The quality process also requires a feedback mechanism, where employees or customers can report inaccuracies or issues with the output. This feedback might require manual action and human intervention. Therefore, human oversight becomes essential.

Using the feedback for such a system to drive iterative improvements is also essential – fine-tuning, prompt engineering and updating the ground-truth database are all tasks that are not trivial.

What are some RAG use cases for job boards and aggregators?

In the world of AI, specifically generative AI, people like to find a place for a solution or technology without considering whether it makes sense to use this tech in the first place.

These are the only three cases that make sense to me right now.

Intelligent Q&A Systems for Job Seekers

This is an excellent use case if you have content related to career coaching, resume writing tips, interview guidance, etc.

You can retrieve the relevant content from your career advice database, and with RAG, you can offer more personalized and hypothetically precise career advice to candidates. You can even use their profiles and job history to augment the generated suggestions for career development, additional skills to acquire, and potential career paths.

However, there are plenty of pitfalls in building this system. Without getting too much into details, I recommend reading:

Lessons learned from Implementing Gen AI in Career Coaching

How an Austrian public services company learned the hard way why generative AI should not be used lightly in HR and Recruiting.

Alexander ChukovskiAlexander Chukovski

Intelligent Q&A Systems for B2B Customers

Implementing a Q&A feature where employers can get immediate, accurate responses to their queries is a great idea if you have a detailed, annotated collection of questions and answers from your CS team.
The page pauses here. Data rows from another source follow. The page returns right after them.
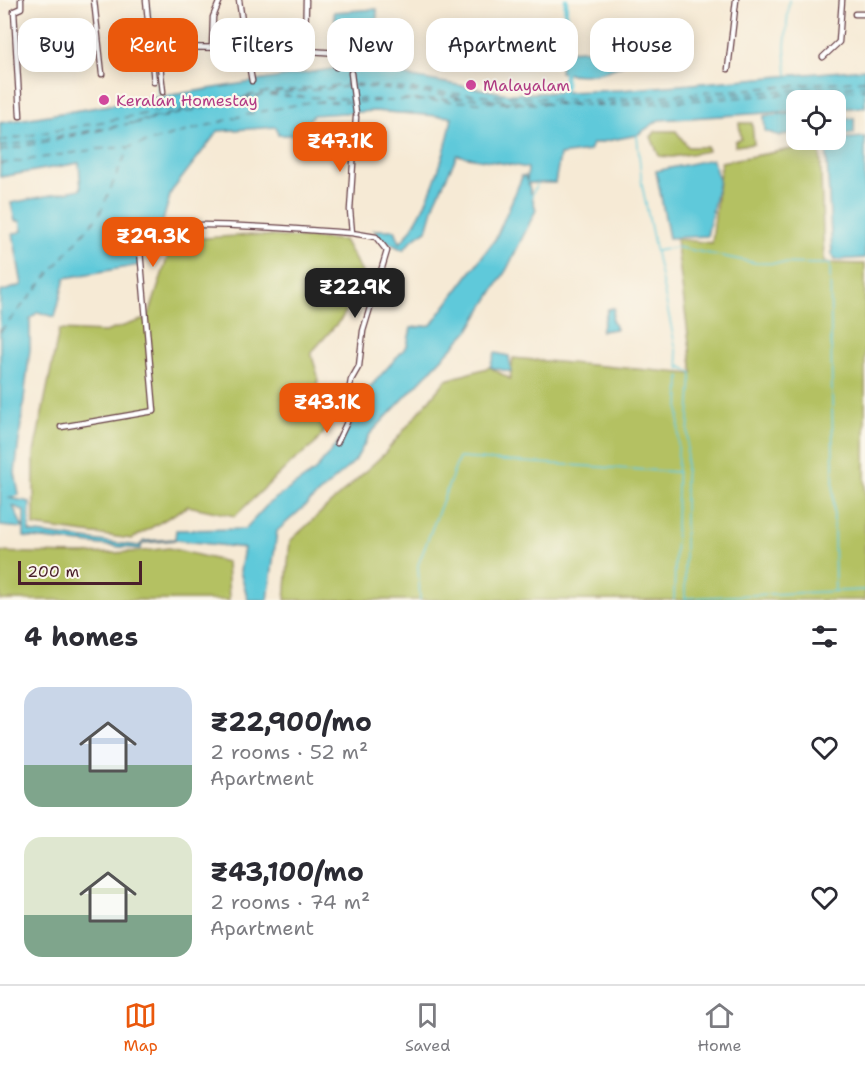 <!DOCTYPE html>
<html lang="en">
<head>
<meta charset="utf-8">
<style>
	:root { --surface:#fff; --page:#f2f2f3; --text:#2b2b33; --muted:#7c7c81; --line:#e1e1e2; --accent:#ea580c }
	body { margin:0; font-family:"Shantell Sans",sans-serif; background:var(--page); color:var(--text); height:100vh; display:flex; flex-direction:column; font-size:22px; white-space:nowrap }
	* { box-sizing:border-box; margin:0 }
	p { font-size:20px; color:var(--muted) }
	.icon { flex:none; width:33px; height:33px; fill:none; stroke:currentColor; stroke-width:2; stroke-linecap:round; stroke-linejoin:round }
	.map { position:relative; height:600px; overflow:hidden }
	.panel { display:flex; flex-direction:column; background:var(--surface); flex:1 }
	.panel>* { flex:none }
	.hud { position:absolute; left:18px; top:18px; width:830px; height:54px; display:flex; gap:12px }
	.tools { position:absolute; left:786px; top:90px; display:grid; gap:12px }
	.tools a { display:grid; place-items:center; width:60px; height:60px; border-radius:12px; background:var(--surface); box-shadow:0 3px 15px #0003; font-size:30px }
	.scale { position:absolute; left:18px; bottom:15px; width:124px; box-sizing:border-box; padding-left:6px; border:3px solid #4a1f2b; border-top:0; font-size:16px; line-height:21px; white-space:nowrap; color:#4a1f2b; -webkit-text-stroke:4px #fbf7ec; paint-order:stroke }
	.price { position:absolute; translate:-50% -51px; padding:0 14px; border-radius:12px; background:var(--accent); color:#fff; font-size:20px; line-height:39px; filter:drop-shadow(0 2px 3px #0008) }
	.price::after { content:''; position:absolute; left:50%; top:36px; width:18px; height:14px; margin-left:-9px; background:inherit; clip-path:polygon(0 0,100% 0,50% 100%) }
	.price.on { background:#222; color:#fff }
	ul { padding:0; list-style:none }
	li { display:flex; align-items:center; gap:18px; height:150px; padding:0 24px }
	li span { display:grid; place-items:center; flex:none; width:168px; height:120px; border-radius:18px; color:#555 }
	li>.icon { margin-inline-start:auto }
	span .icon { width:72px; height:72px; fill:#fffc; stroke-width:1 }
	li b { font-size:26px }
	h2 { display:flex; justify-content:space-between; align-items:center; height:72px; padding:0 24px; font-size:26px }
	.chip { padding:0 21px; border-radius:18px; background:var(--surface); box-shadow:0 3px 15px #0003; font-size:21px; line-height:54px }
	.chip.on { background:var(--accent); color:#fff }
	.menu { display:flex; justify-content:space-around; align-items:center; height:84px; border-top:2px solid var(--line); background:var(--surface); font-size:16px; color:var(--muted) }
	.menu a { display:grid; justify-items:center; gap:3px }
	.menu .on { color:var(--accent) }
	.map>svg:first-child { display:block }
	.green { fill:#b4c162; stroke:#7f7046; stroke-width:1.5 }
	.water { fill:#5fc9da; stroke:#547482; stroke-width:1.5; fill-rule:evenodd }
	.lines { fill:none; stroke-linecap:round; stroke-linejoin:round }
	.stream { stroke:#5fc9da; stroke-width:1.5 }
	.canal { stroke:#5fc9da; stroke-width:4.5 }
	.ferry { stroke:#515a68; stroke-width:1.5; stroke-dasharray:8 6; stroke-linecap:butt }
	.minor-casing { stroke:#643d44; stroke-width:7 }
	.minor { stroke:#fff; stroke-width:4.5 }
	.hotel-dot { fill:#d1479c; stroke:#fbf7ec; stroke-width:2 }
	.labels { text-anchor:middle; stroke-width:4.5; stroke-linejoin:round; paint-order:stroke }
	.hotel-label { font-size:16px; fill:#b23c85; stroke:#fbf7ec; text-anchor:start }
</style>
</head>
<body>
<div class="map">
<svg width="865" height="600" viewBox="0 0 865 600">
	<rect width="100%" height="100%" fill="#fbf7ec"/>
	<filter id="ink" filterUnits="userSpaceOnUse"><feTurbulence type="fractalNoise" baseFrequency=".0167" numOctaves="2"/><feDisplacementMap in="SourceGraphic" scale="12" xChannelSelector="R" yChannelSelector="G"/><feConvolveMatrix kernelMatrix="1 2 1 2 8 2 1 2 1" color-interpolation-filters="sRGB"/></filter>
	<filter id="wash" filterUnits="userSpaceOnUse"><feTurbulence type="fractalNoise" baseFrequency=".008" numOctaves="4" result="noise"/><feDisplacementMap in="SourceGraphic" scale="24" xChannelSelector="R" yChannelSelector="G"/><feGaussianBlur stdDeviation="1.35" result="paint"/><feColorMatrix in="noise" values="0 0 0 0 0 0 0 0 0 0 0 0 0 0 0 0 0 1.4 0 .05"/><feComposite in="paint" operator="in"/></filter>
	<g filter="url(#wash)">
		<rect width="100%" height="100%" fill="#f6ead5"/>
		<!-- green -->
		<path class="green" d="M739,123H752L754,144L735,146V141L741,139Z
			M656,131H676L688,147H707L708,151L672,157L659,156L651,137Z
			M820,144L824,263L865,264V600H285L290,541L384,454L446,380L490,367L510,379L513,358L693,374L676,239L712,243L721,162Z
			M251,235L344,240L365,278L342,318L311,353L318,376L317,393L337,397L334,419L314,445L291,463L235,516L188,506L132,539L34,526V453L59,330L105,332L148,318L173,240Z
			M169,548L227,562L229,600H0V552C56,554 113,556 169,548Z"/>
		<!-- water -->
		<path class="water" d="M377,9L376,48L337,46L334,12Z
			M622,44L624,52L623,64C605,74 580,78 560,72L563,51L607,49Z
			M349,66L509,94L621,90L865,69V107L836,109V100H796V111L659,120L637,135L592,144L589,151L560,155L555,183H528L536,210L507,269L469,330L370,434L355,461L277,531L268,600H248L240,571L244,548L176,540L143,543L140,549L24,537V511L13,506L23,528L0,526V292L22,285L13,234L22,231L20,221H15L11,203L81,189L79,163L0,177V123ZM374,111L452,117C446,154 426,216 400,243L395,230H374L380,238L403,250L413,239L427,230L435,202L457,155L528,168L527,181L525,176H520L522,177L496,238L431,325L411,328L407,346L370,387L355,389L351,426L315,471L269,503L245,529L176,530L175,539L144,541L139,546L29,532L30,502L10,498L19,495L15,473L30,349V319L38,312L55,317L65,278L140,265L138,229L162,224L171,192L218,131L276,127L278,135H298L313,115Z
			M781,114H796V137L791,133L780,136L765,131L764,116Z
			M854,118V133L841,135L842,120Z
			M865,137V258L835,260L832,254L826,140Z
			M712,159L719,180L707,236L669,238L656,171Z
			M614,308L612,320L616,329L601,331L608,309Z
			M495,353L509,356L511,372L490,367Z"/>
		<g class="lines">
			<!-- stream -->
			<path class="stream" d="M149,5L155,70
				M787,75L785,47L789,0
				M156,80L159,97
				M637,135L642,185L680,369
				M531,197L538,182
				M657,251L676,247L756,263L830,264L835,591
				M680,366L692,373L685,481V600
				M686,598L865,590
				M420,600L418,565L459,458L677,472
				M674,600L680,376"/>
			<!-- canal -->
			<path class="canal" d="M564,57L566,0
				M561,95L565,85V69"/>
			<!-- ferry -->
			<path class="ferry" d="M355,84L461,94L596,101L865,80
				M270,94L356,86L462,97
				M243,97L256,96
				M357,99L379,100
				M402,100L580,105
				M488,100L528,104
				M357,102L471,98L612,106L865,89
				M594,104L865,85
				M132,124L263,95L352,99
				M0,141L229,98
				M0,147L123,125L260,93L350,84
				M0,151L116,127
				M0,164L99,149L130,147L249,114L311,102H352
				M0,332L99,215L129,147"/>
		</g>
	</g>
	<g filter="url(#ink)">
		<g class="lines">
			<defs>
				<path id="minor" d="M94,0L102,74
					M146,0L154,82
					M306,0L305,48L309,51L338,53L336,67
					M855,14H865
					M212,47L213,17L220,0
					M246,48L252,81
					M823,57L839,42L842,0
					M728,69L736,0
					M351,73L356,113
					M163,92L158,47L246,48L239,0
					M20,116L14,11L21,8V0
					M61,427L154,411L139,239L142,231C161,224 183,225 203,225C253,225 302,230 352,233L350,210L356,117
					M337,443L347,422L345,414L351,380L359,366L363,331L387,251L376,237L352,233"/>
			</defs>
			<!-- minor casing -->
			<use href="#minor" class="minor-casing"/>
			<!-- minor -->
			<use href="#minor" class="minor"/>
		</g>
	</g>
	<!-- markers -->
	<g class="hotel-dot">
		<circle cx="471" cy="85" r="6"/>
		<circle cx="104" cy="100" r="6"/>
	</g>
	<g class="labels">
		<!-- hotel labels -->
		<g class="hotel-label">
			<text x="483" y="91">Malayalam</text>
			<text x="116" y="106">Keralan Homestay</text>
		</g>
	</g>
</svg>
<div class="tools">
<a><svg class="icon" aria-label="locate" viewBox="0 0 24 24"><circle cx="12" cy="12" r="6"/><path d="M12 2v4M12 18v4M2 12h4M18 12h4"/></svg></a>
</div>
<div class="scale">200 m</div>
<b class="price" style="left:340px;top:173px">₹47.1K</b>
<b class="price" style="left:153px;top:268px">₹29.3K</b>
<b class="price on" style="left:355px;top:319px">₹22.9K</b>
<b class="price" style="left:327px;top:434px">₹43.1K</b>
<div class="hud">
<a class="chip">Buy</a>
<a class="chip on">Rent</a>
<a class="chip">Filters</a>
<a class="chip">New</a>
<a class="chip">Apartment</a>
<a class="chip">House</a>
</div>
</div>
<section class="panel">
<h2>4 homes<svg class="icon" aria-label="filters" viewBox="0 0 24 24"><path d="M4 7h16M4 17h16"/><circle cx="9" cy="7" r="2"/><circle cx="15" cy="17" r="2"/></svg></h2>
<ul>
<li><span style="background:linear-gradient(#c9d6e8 65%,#7fa58c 0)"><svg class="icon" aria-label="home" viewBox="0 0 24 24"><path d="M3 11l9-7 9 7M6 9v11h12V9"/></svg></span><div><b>₹22,900/mo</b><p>2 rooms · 52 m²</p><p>Apartment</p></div><svg class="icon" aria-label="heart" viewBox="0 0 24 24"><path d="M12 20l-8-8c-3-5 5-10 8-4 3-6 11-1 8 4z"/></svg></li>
<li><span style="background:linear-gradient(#dfe7d0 65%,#7fa58c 0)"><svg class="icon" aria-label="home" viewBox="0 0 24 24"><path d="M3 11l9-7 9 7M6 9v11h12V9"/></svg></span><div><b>₹43,100/mo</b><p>2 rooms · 74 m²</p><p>Apartment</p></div><svg class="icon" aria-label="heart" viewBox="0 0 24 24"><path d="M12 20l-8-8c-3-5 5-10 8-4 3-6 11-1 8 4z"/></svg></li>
</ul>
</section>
<nav class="menu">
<a class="on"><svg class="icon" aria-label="map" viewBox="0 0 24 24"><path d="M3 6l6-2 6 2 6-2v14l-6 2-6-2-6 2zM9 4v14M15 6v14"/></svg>Map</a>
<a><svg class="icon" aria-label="saved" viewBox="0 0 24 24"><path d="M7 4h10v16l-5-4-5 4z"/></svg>Saved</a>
<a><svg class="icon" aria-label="home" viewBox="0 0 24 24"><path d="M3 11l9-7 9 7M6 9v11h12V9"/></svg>Home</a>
</nav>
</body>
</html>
RAG can provide answers by retrieving information from these FAQs and product documentation in real-time, significantly reducing the time for response.

These chatbots can theoretically provide real-time, accurate answers to job postings, product features, and platform navigation queries. Many job board owners are familiar with this issue – the questions are often simple and require a quick 1-2 lines of text.
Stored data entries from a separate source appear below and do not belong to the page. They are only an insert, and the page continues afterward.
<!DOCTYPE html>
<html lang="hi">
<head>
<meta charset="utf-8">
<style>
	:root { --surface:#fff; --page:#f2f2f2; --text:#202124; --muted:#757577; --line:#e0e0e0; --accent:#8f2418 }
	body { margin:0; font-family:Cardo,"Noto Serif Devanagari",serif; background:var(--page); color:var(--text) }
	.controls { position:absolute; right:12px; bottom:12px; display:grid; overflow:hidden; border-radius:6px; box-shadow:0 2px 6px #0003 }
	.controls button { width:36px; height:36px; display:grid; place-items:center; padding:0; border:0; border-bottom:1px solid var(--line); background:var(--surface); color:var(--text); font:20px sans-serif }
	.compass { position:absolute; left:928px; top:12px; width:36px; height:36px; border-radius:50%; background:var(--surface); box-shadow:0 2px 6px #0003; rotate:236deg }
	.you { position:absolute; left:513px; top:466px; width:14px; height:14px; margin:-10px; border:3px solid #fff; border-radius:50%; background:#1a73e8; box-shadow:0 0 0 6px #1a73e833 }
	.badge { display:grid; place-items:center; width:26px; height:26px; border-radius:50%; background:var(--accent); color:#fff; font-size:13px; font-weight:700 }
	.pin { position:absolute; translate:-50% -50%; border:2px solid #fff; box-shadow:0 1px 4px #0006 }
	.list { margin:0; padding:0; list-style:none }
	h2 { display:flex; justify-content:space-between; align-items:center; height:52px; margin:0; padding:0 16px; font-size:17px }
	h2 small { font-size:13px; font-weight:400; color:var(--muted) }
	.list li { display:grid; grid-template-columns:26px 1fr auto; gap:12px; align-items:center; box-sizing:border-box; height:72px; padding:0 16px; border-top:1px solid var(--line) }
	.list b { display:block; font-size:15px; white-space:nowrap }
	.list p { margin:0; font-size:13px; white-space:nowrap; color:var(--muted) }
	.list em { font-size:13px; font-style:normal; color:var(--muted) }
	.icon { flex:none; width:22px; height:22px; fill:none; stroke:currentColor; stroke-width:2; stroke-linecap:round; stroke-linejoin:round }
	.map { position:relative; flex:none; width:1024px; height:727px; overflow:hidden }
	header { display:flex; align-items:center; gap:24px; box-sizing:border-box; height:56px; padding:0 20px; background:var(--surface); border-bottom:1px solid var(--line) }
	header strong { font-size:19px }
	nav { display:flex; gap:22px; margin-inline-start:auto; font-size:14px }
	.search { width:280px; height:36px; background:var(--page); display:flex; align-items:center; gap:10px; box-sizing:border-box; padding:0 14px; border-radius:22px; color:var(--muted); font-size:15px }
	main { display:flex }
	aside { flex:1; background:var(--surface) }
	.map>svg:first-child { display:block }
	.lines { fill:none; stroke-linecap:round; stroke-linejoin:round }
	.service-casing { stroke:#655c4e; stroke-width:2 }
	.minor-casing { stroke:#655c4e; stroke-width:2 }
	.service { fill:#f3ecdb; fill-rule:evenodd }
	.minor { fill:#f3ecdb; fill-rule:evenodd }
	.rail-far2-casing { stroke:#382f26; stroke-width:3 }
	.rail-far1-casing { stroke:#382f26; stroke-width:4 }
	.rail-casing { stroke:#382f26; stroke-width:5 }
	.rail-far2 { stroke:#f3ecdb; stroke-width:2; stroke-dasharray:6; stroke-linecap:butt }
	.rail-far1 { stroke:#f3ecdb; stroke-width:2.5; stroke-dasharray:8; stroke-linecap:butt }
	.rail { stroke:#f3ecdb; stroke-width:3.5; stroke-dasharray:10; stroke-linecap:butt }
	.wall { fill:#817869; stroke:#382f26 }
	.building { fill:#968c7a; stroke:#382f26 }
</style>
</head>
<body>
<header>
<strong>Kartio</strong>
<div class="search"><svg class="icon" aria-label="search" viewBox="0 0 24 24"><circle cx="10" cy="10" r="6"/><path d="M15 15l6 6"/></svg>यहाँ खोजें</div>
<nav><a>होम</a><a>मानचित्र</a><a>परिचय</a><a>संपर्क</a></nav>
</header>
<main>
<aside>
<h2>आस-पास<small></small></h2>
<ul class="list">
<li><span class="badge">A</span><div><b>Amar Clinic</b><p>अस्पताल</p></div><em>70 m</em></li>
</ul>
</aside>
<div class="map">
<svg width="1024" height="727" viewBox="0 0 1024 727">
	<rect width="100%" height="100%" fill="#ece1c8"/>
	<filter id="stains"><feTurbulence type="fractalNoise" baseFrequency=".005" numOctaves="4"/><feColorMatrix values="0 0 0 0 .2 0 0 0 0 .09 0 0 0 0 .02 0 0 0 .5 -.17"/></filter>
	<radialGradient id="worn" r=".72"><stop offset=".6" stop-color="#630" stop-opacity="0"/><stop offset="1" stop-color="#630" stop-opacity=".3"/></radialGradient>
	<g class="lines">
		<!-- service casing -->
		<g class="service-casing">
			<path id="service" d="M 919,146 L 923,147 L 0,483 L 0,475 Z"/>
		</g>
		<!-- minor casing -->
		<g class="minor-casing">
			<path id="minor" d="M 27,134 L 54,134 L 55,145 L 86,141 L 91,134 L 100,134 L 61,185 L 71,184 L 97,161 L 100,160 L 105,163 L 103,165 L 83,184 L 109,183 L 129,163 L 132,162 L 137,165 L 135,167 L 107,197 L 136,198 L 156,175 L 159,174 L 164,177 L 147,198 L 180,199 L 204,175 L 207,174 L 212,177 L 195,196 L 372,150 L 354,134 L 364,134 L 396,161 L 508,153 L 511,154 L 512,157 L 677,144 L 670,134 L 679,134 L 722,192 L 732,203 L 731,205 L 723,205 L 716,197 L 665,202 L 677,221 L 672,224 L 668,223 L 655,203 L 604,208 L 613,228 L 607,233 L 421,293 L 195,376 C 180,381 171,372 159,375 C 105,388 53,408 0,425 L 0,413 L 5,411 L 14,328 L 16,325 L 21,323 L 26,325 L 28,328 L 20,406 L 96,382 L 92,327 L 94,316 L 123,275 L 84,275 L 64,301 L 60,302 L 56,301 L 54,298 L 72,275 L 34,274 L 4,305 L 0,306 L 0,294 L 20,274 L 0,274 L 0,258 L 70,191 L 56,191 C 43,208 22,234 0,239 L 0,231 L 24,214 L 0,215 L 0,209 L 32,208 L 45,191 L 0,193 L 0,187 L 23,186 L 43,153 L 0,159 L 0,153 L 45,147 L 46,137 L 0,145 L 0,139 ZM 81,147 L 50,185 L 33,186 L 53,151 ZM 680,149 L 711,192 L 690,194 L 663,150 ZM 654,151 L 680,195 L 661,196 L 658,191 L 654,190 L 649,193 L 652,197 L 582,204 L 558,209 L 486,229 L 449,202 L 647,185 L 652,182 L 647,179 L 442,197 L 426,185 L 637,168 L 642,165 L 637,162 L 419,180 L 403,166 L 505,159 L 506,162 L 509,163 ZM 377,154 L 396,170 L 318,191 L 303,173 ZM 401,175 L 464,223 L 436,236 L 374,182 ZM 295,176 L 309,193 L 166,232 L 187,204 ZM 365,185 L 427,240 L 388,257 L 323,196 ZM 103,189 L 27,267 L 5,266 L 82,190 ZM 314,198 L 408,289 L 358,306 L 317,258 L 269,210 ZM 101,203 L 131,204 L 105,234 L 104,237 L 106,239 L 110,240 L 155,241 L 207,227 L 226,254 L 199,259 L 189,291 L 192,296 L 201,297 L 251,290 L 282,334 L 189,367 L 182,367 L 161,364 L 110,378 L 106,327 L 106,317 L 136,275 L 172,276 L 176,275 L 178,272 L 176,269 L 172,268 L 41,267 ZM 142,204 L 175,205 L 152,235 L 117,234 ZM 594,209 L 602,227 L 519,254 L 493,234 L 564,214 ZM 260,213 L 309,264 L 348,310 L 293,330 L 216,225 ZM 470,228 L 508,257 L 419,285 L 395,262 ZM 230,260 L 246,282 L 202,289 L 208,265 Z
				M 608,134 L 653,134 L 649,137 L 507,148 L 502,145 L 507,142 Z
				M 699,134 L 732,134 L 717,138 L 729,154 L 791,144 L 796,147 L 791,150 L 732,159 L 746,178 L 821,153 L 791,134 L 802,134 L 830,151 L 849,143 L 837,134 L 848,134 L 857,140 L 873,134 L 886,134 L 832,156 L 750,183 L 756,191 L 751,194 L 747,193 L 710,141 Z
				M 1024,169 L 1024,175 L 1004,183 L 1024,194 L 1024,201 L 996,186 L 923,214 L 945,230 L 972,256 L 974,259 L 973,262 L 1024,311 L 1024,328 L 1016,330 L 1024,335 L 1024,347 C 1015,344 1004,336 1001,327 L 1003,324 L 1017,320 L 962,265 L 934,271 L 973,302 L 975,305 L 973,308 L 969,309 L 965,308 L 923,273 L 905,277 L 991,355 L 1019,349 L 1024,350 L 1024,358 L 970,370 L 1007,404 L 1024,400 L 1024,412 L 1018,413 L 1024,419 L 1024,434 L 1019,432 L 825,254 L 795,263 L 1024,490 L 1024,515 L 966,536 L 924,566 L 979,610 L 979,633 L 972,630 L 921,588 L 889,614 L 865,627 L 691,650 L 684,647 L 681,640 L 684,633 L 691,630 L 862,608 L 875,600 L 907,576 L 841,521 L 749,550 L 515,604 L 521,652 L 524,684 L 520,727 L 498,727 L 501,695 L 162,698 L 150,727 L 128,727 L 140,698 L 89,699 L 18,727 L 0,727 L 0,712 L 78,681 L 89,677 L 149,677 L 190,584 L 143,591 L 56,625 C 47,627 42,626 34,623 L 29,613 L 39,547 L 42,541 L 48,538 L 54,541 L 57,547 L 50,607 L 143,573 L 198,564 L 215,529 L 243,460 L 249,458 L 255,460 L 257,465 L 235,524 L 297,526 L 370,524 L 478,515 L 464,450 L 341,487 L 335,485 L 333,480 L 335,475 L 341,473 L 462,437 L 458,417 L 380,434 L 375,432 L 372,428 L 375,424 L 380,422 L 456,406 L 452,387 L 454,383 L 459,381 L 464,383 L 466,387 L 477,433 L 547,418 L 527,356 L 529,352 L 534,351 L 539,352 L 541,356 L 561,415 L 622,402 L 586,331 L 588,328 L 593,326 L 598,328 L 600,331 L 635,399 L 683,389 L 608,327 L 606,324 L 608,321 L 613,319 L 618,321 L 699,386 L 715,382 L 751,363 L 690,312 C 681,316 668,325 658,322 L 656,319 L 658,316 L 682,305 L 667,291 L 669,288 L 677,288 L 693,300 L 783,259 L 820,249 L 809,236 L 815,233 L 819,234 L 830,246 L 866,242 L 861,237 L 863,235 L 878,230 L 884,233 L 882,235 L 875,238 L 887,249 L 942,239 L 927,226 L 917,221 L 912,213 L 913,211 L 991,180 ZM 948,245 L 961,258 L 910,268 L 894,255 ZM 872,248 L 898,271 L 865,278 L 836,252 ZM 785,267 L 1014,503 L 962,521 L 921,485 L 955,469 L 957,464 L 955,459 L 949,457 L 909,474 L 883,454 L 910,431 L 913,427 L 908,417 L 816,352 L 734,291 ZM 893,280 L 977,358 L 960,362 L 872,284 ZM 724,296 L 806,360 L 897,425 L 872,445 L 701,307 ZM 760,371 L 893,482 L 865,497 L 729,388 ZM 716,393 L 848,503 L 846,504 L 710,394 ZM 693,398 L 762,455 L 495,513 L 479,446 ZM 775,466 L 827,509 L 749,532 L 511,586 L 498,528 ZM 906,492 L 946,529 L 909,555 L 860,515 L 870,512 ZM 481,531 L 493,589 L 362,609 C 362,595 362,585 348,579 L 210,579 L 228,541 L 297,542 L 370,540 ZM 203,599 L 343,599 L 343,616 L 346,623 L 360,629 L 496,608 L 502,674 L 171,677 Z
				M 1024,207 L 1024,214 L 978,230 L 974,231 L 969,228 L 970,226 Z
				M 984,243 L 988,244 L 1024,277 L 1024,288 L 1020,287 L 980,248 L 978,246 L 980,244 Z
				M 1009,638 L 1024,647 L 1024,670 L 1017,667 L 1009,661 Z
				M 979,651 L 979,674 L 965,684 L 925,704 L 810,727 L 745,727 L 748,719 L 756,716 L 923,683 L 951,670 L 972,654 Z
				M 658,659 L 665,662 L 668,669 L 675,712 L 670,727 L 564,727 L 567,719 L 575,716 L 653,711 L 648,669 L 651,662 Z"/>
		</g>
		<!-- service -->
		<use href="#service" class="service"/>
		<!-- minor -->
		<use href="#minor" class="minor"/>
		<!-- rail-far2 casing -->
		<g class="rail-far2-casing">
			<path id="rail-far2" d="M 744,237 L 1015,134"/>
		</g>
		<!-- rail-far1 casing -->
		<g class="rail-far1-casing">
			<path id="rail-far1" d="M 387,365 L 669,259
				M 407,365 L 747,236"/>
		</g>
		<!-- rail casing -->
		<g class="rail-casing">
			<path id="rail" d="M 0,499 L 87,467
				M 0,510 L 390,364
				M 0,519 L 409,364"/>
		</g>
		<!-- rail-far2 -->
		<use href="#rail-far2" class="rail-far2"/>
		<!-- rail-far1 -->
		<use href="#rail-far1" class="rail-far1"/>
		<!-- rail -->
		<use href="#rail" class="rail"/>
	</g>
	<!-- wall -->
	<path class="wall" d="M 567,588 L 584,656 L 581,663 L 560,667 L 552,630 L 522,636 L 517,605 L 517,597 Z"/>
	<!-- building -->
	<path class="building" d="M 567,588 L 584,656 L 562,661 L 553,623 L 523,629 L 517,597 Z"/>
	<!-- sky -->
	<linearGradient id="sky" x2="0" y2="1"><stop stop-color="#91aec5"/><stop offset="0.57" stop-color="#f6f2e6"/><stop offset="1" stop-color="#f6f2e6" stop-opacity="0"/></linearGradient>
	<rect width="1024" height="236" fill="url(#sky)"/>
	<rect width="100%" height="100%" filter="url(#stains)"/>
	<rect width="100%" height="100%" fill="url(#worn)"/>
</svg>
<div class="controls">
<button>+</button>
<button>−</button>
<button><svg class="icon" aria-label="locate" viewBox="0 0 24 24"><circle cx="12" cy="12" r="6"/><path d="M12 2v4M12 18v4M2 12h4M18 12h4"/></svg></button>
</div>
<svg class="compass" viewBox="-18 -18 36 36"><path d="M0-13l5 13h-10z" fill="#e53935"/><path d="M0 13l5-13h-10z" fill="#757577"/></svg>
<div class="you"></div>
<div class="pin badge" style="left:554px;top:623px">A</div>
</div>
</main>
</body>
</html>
However, the quality of the responses is still greatly dependent on the quality of your FAQ database.

Also, I recommend having guardrails in place to not let the bot answer any questions about pricing and discounts, as it happened once:

Airline held liable for its chatbot giving passenger bad advice - what this means for travellers

When Air Canada’s chatbot gave incorrect information to a traveller, the airline argued its chatbot is “responsible for its own actions”.

BBCMaria Yagoda

Automated Job Description Generators

If you have followed my content, you know I am a vivid opponent of generative AI for job description generation. One of the main issues I have with this is that most people would query GPT with a basic prompt and get a generic job description with questionable quality. Not only that, but due to hallucinations, you might receive suggestions for skills and tasks which are not relevant to a given job title.

Assuming you have a good database of “good” job descriptions, RAG can assist in creating new job descriptions.

In the first step, the system will collect input from the employer about skills, requirements, etc. In the following steps, the RAG system will pull a relevant job description from the database and build a prompt with the requirements profile and the example job description.

Hypothetically, this will result in significantly better job descriptions than any raw Chat-GPT prompting because of the good underlying data. Still, the underlying requirement - having examples of "good job descriptions"- is not trivial.

Conclusion

The most significant issues with implementing RAG systems are the ground-truth database that companies maintain and update constantly and the quality process, including building and following a quality process. For job boards and aggregators, the use cases for RAG systems are relatively limited and primarily relevant platforms with extensive Q&A databases or career coaching content.